What to produce: Show the lines below where "list" occurs.

-- Records for the task follows --

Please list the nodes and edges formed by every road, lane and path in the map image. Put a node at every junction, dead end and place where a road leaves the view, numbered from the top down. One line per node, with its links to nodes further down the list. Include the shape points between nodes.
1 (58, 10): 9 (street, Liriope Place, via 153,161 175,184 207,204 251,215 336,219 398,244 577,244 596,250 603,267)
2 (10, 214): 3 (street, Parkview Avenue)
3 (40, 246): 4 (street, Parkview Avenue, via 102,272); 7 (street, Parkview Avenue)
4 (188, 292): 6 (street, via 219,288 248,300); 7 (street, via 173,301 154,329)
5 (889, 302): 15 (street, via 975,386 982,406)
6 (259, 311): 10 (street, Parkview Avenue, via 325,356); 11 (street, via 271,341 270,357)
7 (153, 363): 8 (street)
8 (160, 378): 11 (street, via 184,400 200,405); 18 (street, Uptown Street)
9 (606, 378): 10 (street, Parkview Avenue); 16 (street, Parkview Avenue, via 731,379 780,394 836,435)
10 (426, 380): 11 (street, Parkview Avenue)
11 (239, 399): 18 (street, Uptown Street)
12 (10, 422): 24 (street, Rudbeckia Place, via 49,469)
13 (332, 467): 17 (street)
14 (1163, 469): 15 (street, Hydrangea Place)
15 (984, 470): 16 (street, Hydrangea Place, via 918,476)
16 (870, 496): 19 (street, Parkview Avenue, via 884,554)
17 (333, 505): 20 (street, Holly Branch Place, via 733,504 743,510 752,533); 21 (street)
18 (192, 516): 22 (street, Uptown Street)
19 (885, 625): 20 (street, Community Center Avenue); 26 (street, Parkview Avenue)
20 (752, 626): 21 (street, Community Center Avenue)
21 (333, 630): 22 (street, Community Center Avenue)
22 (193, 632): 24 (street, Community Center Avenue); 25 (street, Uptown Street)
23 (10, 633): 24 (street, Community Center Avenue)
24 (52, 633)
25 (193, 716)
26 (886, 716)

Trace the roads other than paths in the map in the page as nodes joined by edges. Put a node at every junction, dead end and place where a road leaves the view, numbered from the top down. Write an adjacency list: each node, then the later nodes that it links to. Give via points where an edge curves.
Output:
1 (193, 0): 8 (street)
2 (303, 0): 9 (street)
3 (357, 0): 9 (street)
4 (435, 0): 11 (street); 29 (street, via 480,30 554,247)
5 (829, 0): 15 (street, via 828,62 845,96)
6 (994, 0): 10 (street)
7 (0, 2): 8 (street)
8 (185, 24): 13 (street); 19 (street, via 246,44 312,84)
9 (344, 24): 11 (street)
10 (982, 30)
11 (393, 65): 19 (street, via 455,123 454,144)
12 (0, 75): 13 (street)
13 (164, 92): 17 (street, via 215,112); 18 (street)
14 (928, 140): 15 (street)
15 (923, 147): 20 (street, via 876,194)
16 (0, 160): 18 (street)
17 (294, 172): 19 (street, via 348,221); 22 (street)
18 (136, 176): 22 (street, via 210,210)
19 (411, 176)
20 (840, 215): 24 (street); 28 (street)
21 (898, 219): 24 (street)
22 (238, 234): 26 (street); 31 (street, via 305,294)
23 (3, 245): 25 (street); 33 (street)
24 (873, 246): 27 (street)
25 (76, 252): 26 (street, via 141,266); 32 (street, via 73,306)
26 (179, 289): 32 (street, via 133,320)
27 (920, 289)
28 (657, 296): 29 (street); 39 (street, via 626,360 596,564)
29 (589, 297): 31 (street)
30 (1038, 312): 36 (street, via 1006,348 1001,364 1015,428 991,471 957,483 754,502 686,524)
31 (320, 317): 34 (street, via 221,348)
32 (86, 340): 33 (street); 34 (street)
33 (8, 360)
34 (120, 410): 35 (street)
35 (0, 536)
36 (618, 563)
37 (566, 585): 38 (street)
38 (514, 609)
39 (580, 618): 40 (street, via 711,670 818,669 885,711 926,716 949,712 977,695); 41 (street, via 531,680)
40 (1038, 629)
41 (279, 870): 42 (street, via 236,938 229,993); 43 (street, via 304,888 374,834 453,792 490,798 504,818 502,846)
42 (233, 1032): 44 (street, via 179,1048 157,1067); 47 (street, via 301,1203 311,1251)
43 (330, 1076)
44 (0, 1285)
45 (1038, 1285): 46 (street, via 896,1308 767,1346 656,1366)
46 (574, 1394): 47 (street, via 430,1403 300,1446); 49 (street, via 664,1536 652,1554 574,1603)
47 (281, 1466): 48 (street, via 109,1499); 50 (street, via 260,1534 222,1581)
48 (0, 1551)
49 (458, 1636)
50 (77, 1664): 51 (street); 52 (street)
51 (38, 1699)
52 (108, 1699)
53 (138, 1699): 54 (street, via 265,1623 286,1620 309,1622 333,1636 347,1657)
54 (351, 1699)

-- Records for the task concluded --

Your solution:
Please list the nodes and edges formed by every road, lane and path in the map image. Put a node at every junction, dead end and place where a road leaves the view, numbered from the top down. One line per node, with its links to nodes further down the list. Include the shape points between nodes.
Trace the roads other than paths in the map in the page as nodes joined by edges. Put a node at every junction, dead end and place where a road leaves the view, numbered from the top down. Write an adjacency list: each node, then the later nodes that it links to. Give via points where an edge curves.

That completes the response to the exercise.